De mesías a memes: Musk cae, ¿quién sigue?

La política convertida en entretenimiento, la promesa constante de lo imposible, el desprecio por la complejidad, nos están llevando al abismo de la decepción masiva

Elon Musk acaba de estrellarse. Y no fue su Starship lo que estalló, sino el empecinamiento de creer que podía salvar a Estados Unidos desde un cargo público creado a medida, con nombre de criptomoneda y promesas de dogmas empresariales infalibles. Su paso por el Departamento de Eficiencia Gubernamental (DOGE) fue una mezcla de patrón caprichoso, delirio populista tech y cifras de ahorro infladas que se pincharon al primer soplido. Lo echaron sin hacerlo oficial. «No se va realmente», dijo Trump, como quien niega que su reality show haya sido cancelado. Pero sí se va, al punto de acusar ahora al gobierno del republicano de llevar al país a la «insolvencia», como si él no hubiera formado parte del experimento.

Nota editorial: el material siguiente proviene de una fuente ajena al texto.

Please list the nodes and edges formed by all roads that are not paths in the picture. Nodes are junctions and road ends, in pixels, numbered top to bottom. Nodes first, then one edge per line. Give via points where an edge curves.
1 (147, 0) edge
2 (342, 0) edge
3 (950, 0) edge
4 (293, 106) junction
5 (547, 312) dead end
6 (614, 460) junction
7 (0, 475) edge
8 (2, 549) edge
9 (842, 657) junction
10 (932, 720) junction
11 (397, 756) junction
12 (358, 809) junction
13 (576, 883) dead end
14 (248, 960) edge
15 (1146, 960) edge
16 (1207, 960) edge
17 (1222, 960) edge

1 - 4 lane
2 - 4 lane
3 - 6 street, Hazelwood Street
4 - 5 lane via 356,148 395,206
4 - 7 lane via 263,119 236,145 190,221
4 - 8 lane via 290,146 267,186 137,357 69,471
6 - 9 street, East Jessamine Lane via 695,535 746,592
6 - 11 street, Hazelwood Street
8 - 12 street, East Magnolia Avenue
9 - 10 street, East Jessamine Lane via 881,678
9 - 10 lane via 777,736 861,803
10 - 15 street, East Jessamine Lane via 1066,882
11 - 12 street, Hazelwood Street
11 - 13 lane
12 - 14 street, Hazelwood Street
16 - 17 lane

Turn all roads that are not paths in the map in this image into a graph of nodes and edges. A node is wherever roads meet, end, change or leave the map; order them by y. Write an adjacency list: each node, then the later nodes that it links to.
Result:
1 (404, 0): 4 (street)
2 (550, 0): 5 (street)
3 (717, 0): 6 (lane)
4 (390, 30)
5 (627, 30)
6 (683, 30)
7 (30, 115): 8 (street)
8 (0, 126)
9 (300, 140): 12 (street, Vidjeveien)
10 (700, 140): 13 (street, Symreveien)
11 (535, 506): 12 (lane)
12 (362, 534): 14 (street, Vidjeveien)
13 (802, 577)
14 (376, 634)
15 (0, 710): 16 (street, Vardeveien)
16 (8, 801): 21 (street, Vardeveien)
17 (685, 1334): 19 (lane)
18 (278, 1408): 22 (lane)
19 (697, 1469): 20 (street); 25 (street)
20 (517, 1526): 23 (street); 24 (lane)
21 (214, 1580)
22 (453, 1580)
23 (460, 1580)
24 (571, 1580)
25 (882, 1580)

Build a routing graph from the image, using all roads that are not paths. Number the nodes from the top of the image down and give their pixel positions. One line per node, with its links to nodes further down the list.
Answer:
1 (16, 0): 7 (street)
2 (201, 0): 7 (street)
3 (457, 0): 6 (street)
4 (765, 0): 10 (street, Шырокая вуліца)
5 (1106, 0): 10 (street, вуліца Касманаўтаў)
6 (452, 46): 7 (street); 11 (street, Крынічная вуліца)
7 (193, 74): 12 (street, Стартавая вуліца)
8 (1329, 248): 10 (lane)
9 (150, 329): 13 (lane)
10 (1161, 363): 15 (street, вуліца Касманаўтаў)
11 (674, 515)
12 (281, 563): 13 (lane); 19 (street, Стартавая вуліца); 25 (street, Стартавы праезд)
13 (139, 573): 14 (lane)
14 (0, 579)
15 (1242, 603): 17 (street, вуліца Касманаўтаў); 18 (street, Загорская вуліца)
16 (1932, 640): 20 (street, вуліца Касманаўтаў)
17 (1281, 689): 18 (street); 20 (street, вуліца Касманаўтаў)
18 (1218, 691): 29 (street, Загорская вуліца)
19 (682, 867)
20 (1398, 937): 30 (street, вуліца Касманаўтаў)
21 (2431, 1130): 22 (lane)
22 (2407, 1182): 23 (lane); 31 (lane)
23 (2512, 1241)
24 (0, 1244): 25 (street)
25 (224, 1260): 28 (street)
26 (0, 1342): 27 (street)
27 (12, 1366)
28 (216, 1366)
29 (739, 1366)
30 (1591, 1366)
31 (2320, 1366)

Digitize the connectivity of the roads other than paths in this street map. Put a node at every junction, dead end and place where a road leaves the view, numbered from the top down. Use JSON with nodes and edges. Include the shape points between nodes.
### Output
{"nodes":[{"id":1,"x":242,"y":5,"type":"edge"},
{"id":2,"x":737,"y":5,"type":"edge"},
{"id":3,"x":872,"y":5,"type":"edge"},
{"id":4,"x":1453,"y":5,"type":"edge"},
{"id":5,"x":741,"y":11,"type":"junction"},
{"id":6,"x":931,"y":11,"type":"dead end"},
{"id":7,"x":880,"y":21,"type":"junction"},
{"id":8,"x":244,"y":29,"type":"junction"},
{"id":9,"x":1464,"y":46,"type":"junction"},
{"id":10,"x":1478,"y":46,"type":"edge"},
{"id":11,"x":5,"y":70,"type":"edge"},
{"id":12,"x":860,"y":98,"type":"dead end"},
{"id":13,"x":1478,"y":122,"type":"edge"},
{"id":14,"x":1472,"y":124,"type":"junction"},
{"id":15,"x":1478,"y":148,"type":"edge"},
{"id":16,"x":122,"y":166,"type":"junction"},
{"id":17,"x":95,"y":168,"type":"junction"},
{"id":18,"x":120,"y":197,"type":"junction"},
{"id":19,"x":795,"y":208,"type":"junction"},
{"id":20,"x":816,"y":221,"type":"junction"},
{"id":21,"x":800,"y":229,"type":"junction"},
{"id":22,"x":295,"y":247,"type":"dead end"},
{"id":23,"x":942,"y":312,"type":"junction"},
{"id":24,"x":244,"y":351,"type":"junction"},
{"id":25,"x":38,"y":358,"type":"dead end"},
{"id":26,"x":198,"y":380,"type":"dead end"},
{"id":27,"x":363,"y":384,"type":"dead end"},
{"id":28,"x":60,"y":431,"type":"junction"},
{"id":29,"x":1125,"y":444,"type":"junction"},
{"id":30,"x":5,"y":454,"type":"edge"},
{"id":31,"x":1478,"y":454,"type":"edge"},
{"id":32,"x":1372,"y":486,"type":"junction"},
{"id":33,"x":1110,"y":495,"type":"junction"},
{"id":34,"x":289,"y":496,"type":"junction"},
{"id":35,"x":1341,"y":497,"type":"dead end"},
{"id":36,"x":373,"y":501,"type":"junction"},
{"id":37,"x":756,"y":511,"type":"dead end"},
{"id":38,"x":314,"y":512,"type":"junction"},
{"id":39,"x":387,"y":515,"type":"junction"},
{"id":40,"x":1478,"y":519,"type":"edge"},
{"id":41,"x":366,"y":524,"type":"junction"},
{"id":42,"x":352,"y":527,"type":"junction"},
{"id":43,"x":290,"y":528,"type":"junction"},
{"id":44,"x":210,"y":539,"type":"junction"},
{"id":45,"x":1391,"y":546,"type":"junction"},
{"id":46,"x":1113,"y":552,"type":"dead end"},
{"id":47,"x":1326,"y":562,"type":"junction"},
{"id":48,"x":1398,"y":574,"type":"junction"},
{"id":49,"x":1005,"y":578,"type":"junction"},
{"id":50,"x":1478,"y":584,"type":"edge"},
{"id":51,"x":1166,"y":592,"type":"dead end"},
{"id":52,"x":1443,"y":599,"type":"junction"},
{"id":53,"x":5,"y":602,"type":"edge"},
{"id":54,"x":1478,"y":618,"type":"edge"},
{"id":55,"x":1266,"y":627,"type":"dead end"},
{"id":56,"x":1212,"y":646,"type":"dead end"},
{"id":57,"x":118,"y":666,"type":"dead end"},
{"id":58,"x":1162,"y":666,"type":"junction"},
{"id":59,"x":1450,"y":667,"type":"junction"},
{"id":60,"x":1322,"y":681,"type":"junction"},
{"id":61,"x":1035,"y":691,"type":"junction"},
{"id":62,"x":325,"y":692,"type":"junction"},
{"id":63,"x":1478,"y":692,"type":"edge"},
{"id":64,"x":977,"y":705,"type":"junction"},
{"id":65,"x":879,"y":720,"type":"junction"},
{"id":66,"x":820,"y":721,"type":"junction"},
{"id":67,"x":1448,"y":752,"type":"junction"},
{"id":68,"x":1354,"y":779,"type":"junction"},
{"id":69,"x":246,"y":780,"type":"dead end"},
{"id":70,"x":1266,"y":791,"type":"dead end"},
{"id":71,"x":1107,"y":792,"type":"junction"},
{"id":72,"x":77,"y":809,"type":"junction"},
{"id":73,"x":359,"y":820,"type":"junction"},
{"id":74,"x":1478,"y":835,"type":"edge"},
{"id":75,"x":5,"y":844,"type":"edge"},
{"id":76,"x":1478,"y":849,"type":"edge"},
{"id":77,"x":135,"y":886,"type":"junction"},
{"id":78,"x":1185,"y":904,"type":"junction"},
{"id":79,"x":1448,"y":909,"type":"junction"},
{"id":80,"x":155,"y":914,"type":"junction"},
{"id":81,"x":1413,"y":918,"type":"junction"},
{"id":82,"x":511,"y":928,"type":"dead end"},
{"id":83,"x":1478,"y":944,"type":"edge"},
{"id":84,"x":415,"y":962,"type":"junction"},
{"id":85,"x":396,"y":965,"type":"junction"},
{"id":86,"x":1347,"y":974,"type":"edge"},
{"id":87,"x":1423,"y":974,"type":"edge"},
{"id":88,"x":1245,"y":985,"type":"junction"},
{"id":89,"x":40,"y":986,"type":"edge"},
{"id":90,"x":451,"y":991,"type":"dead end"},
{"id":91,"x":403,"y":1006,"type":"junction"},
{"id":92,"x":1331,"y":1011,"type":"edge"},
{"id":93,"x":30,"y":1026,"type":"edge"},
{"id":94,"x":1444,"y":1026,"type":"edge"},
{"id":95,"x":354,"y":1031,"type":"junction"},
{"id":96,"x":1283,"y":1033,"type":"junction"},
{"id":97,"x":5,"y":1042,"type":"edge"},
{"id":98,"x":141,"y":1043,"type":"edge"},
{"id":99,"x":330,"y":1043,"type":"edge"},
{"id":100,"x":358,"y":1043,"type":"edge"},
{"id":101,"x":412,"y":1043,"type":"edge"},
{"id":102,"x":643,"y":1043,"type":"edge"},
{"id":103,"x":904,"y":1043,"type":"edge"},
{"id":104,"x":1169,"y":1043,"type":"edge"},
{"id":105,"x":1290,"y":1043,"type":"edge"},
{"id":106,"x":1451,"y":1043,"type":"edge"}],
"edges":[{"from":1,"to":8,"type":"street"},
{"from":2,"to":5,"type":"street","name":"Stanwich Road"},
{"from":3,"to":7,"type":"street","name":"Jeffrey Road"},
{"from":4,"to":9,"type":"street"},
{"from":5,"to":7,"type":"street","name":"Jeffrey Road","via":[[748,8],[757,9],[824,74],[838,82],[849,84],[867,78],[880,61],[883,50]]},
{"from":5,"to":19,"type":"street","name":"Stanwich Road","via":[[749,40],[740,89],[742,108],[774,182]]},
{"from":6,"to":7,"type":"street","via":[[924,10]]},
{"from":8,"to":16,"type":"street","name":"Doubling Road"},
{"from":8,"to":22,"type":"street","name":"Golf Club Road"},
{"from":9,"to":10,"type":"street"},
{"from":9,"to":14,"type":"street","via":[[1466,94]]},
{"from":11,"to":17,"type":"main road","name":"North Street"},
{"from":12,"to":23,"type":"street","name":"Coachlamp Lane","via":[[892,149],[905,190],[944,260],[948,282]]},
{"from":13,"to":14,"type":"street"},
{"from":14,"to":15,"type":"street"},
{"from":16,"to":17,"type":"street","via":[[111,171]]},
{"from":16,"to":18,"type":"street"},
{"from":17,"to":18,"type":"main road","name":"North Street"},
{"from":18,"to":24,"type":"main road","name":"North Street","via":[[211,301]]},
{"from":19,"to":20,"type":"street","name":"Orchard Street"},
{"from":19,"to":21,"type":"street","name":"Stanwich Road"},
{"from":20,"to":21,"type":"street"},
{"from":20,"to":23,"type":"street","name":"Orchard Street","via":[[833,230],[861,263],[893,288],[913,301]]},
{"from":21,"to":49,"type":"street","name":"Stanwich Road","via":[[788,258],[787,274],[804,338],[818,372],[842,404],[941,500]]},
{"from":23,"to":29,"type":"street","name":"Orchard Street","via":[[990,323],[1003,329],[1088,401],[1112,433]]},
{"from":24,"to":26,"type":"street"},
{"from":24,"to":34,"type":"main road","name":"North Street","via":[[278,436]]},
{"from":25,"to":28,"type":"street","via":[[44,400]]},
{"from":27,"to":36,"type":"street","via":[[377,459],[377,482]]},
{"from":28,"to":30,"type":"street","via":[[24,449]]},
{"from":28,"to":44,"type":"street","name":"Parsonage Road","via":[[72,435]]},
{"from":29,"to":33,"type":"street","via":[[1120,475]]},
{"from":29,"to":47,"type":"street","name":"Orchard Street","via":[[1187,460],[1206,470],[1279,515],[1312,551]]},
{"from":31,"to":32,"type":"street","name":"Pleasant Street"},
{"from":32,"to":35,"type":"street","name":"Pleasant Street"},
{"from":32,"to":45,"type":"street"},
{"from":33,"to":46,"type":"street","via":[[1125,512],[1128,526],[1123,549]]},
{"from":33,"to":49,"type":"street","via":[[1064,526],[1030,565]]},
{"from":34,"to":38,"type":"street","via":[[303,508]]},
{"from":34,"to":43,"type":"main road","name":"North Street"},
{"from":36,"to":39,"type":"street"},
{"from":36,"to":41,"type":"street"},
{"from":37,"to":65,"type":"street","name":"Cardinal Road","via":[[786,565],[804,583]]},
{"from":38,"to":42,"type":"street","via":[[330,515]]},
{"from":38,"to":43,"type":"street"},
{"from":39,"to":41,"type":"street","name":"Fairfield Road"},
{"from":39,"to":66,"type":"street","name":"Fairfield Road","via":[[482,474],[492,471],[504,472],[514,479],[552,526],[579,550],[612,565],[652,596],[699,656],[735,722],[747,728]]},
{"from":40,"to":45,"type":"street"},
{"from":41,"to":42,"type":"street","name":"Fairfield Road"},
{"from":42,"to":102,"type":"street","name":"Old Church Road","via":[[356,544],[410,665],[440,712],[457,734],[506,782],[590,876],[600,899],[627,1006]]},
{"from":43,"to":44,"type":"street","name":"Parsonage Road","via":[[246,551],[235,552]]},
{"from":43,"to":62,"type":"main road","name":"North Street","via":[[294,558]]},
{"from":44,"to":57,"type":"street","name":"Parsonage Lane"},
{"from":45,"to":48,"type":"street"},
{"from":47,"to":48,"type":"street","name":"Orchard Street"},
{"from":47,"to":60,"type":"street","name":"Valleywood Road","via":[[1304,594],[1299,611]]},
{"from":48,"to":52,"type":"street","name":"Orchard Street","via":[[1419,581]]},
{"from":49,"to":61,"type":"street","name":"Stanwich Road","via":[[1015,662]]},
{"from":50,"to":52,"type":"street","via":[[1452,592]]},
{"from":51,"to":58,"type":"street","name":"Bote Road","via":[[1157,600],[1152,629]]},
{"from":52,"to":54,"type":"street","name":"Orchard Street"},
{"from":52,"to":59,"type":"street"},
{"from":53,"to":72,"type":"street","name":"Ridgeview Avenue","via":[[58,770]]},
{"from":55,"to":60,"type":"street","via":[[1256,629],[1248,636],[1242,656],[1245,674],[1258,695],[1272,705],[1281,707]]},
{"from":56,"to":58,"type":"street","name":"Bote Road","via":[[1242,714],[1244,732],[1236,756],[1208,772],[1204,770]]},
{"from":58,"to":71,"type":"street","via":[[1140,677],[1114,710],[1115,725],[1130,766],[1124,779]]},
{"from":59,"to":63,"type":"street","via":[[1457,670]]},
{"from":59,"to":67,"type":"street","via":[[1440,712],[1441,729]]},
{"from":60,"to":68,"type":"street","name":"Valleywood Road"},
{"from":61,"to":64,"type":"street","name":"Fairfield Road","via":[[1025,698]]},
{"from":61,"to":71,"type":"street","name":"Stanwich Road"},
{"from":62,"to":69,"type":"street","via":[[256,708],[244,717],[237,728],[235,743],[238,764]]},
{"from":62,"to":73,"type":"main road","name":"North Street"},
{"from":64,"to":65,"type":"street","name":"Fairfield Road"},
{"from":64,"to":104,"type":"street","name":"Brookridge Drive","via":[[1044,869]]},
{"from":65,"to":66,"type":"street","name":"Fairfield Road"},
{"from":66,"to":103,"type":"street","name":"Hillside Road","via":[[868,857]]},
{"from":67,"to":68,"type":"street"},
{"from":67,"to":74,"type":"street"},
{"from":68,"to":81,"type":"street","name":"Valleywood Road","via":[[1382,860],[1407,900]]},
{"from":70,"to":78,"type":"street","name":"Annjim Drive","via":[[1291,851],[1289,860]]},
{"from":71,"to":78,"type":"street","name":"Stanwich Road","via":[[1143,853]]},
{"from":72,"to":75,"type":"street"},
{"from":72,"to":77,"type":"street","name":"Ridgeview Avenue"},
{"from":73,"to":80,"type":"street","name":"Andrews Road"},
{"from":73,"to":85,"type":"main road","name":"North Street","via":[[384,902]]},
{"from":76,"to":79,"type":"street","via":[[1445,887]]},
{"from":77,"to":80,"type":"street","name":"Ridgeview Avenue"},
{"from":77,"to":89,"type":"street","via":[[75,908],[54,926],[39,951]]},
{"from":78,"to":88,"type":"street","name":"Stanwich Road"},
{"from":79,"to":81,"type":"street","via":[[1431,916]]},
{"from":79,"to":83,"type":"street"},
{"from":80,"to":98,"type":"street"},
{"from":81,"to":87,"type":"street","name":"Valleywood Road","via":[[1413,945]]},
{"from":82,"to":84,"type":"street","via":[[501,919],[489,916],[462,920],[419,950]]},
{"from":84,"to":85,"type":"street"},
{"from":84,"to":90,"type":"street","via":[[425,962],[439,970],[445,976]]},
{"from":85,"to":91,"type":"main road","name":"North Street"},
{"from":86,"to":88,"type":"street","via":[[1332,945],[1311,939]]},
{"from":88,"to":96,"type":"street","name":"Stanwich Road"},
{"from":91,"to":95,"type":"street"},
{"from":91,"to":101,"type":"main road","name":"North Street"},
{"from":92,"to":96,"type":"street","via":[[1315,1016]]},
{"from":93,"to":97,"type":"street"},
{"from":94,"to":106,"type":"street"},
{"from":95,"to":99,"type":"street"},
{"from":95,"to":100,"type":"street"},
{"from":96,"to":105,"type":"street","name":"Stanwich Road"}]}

El fracaso de Musk no es anecdótico. Tal vez la ficha inicial de un dominó que anticipe una crisis más profunda: la de una sociedad desencantada con magos que ya no tienen trucos nuevos. La aceleración del disparate como forma de poder, la exaltación de mentiras y promesas imposibles nacidas en redes sociales y criadas por algoritmos manipuladores empieza a mostrar signos de fatiga crónica. El espectáculo puede seguir, claro. Pero los espectadores empiezan a levantarse cuando la ansiedad exige resultados tangibles y estos no llegan.

¿La caída termina aquí? ¿Puede ya escribirse lo que sigue? No hablamos solo del profeta de la disrupción. Lo que empieza a fisurarse es un estilo de poder: autorreferencial, ególatra, impermeable a los matices, construido más sobre efectos que sobre estructuras. Musk, Trump, Erdogan… pero también Sánchez o Milei: un abanico ideológico antagónico, unido por el mismo agotamiento de formas. No cansan por lo que piensan, sino por cómo lo ejercen. Por la saturación. Por la repetición. Por la imposibilidad de sostenerse indefinidamente en el griterío que los sostuvo.

Esta semana, incluso el holandés Geert Wilders hizo saltar por los aires su propio gobierno al no conseguir que sus socios endurecieran aún más las leyes migratorias. La coalición que lo había convertido en jefe se deshizo entre reproches, como una startup que promete revolucionar y entrega vacío.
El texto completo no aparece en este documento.